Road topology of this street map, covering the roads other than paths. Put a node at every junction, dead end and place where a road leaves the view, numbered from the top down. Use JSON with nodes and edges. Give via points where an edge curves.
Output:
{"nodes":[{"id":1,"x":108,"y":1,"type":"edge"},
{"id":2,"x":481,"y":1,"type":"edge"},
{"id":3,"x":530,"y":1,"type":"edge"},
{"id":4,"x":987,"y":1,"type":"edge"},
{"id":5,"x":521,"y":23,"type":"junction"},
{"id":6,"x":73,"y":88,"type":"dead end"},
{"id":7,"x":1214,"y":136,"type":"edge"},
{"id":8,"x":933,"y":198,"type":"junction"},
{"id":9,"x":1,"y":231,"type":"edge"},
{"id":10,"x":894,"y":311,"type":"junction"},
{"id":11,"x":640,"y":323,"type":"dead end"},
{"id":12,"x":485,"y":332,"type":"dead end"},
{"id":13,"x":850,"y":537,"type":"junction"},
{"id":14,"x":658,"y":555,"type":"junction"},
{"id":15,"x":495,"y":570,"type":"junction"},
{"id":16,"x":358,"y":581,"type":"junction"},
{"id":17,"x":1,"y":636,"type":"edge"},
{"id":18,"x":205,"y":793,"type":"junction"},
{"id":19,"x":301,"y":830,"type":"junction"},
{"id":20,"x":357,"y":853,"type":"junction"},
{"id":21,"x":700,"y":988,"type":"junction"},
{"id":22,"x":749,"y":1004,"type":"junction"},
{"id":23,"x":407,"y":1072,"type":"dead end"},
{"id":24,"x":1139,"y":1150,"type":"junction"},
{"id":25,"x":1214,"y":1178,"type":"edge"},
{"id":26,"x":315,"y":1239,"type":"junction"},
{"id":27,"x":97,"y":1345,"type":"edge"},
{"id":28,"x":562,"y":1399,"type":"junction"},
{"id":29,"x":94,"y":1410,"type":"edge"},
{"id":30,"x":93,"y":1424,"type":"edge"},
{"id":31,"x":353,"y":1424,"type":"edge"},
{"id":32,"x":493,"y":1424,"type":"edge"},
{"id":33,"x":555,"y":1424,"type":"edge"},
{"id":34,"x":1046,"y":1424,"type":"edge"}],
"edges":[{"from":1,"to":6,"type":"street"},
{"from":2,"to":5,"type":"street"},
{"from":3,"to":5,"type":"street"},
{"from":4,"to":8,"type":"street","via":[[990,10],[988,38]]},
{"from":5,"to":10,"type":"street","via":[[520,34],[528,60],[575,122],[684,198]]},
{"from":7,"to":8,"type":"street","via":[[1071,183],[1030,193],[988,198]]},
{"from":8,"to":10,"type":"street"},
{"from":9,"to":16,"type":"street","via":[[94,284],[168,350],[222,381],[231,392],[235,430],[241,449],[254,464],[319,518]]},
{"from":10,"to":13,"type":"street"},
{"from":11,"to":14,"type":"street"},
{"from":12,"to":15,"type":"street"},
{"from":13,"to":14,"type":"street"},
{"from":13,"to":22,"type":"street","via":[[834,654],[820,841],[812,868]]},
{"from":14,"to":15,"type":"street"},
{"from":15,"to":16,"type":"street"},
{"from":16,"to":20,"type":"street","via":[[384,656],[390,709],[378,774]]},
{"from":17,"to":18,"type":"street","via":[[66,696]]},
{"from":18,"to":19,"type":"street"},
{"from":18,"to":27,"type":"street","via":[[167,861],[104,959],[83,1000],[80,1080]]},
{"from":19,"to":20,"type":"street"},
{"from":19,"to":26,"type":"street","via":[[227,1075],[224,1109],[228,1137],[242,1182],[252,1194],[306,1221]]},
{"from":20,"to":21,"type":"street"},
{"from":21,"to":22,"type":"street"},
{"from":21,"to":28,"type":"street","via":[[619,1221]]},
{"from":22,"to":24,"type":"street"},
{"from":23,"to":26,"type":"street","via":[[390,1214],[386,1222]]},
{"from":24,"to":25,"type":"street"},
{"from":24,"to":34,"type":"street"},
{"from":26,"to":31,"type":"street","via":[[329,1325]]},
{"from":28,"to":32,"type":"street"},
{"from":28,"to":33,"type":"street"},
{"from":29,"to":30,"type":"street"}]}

------------------------------------------------------------------------

_WHAT YOU ARE ASKED TO DO_: Read through the entries above and copy each line that has the string "edges" in it.

_ANSWER TO THIS PROBLEM_:
Road topology of this street map, covering the roads other than paths. Put a node at every junction, dead end and place where a road leaves the view, numbered from the top down. Use JSON with nodes and edges. Give via points where an edge curves.
"edges":[{"from":1,"to":6,"type":"street"},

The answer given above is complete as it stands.